What is needed ::
When a picture appears among the records, leave it out, and copy all else exactly.
-------- Record extracts
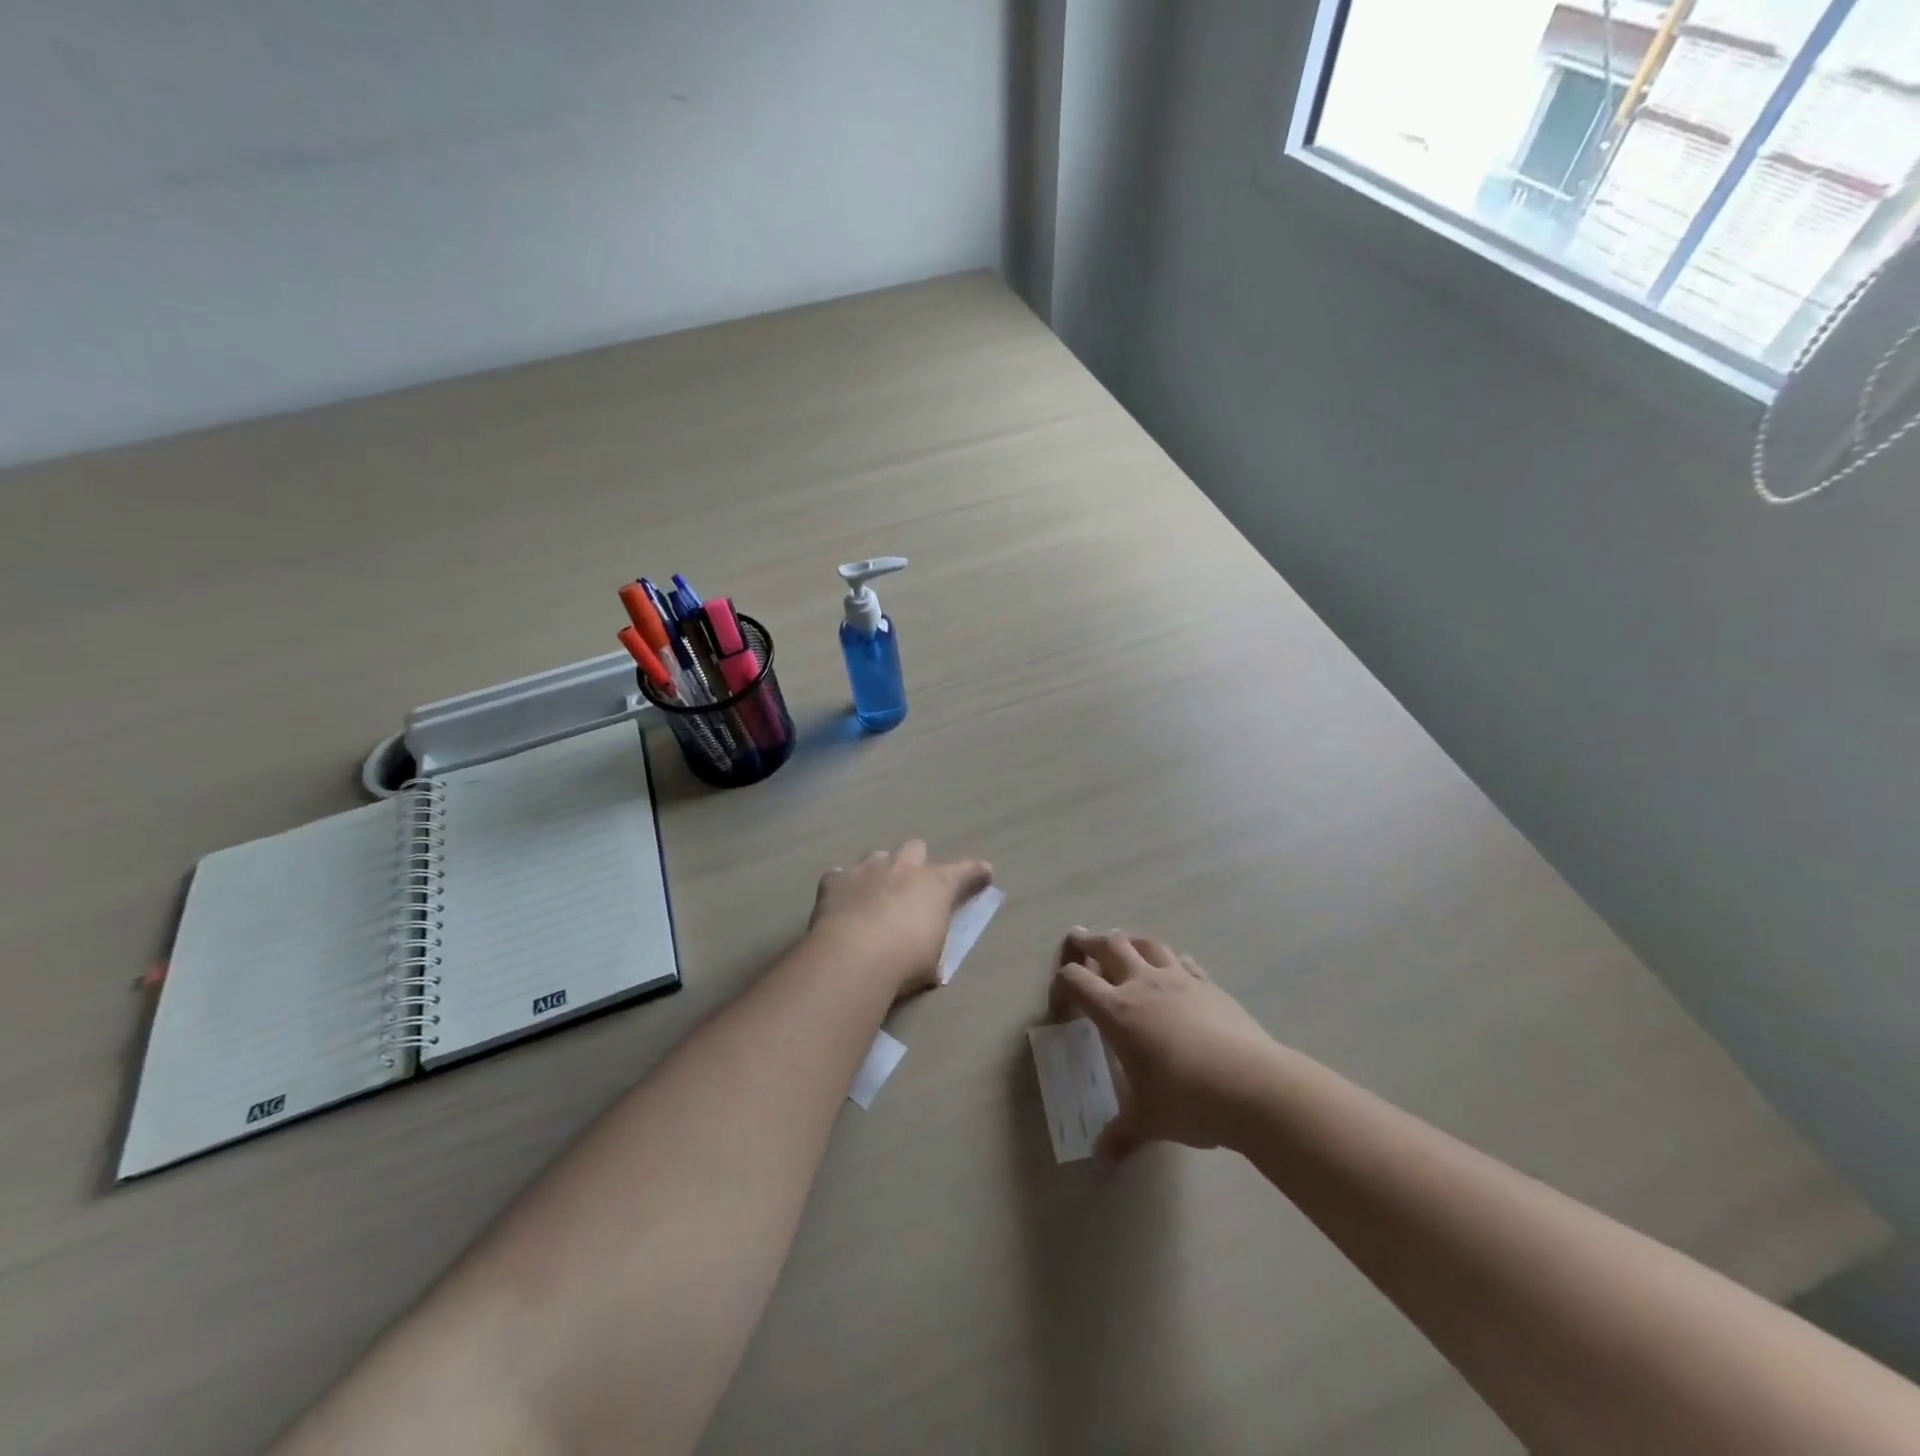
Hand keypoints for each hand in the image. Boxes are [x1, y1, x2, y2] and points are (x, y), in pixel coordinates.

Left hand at [809, 839, 992, 998]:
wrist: (855, 956)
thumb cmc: (906, 961)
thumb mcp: (932, 959)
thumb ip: (932, 945)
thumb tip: (928, 955)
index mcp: (935, 884)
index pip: (965, 871)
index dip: (975, 871)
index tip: (984, 872)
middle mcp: (903, 867)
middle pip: (915, 847)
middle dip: (915, 862)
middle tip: (912, 885)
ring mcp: (867, 870)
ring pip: (877, 856)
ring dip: (879, 871)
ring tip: (875, 894)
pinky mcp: (835, 880)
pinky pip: (840, 875)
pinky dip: (843, 886)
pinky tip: (842, 902)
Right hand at [1051, 929, 1283, 1160]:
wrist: (1253, 1086)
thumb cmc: (1188, 1100)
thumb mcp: (1148, 1120)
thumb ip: (1121, 1134)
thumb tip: (1101, 1160)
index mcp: (1118, 1012)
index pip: (1077, 981)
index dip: (1063, 982)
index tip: (1061, 994)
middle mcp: (1143, 985)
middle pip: (1110, 946)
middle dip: (1090, 941)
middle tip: (1079, 938)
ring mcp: (1179, 980)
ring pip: (1148, 944)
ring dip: (1130, 940)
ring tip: (1123, 943)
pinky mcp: (1209, 985)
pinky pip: (1183, 961)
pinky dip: (1170, 959)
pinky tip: (1173, 967)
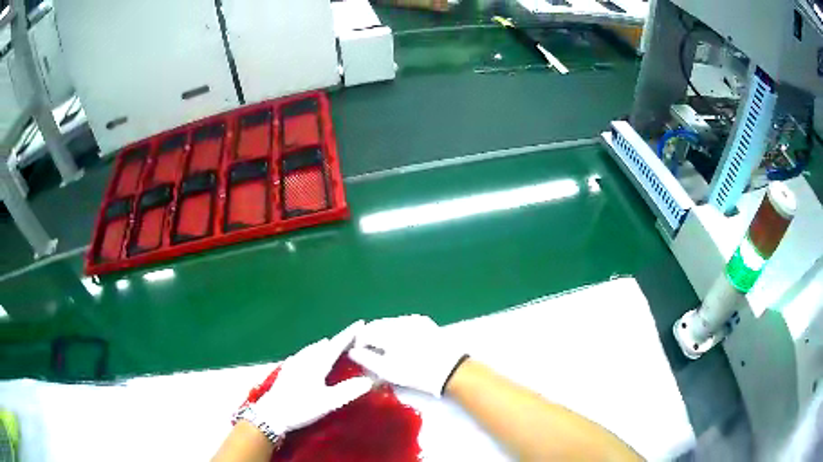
----------------
Exercise solution ::
Hand keypoints for each hand in the image. Boxes are [x1, y1, x2, y2] and points are (x, y), in pixel coordinates.

Left hand at [809, 839, 992, 998]:
wrist: (855, 956)
thumb cmc: (906, 961)
thumb mcp: (932, 959)
thumb ip: (932, 945)
thumb tip: (928, 955)
index mcp: (935, 884)
index pip: (965, 871)
index dip: (975, 871)
index tip: (984, 872)
middle mcp: (903, 867)
middle pip: (915, 847)
middle dip: (915, 862)
middle tip: (912, 885)
ring mcp: (867, 870)
ring pip: (877, 856)
ring dip: (879, 871)
ring tip: (875, 894)
pinky mcp: (835, 880)
pinky pip: (840, 875)
pinky dip: (843, 886)
pinky tip: (842, 902)
Right hand at [1051, 929, 1283, 1160]:
wrist: (1253, 1086)
thumb cmc: (1188, 1100)
thumb mcp: (1148, 1120)
thumb ip: (1121, 1134)
thumb tip: (1101, 1160)
index mcp: (1118, 1012)
index pip: (1077, 981)
index dip: (1063, 982)
index tip: (1061, 994)
middle mcp: (1143, 985)
middle pip: (1110, 946)
middle dip: (1090, 941)
middle tip: (1079, 938)
ring mcp: (1179, 980)
ring pip: (1148, 944)
ring dip: (1130, 940)
ring tip: (1123, 943)
pinky mcp: (1209, 985)
pinky pip: (1183, 961)
pinky dip: (1170, 959)
pinky tip: (1173, 967)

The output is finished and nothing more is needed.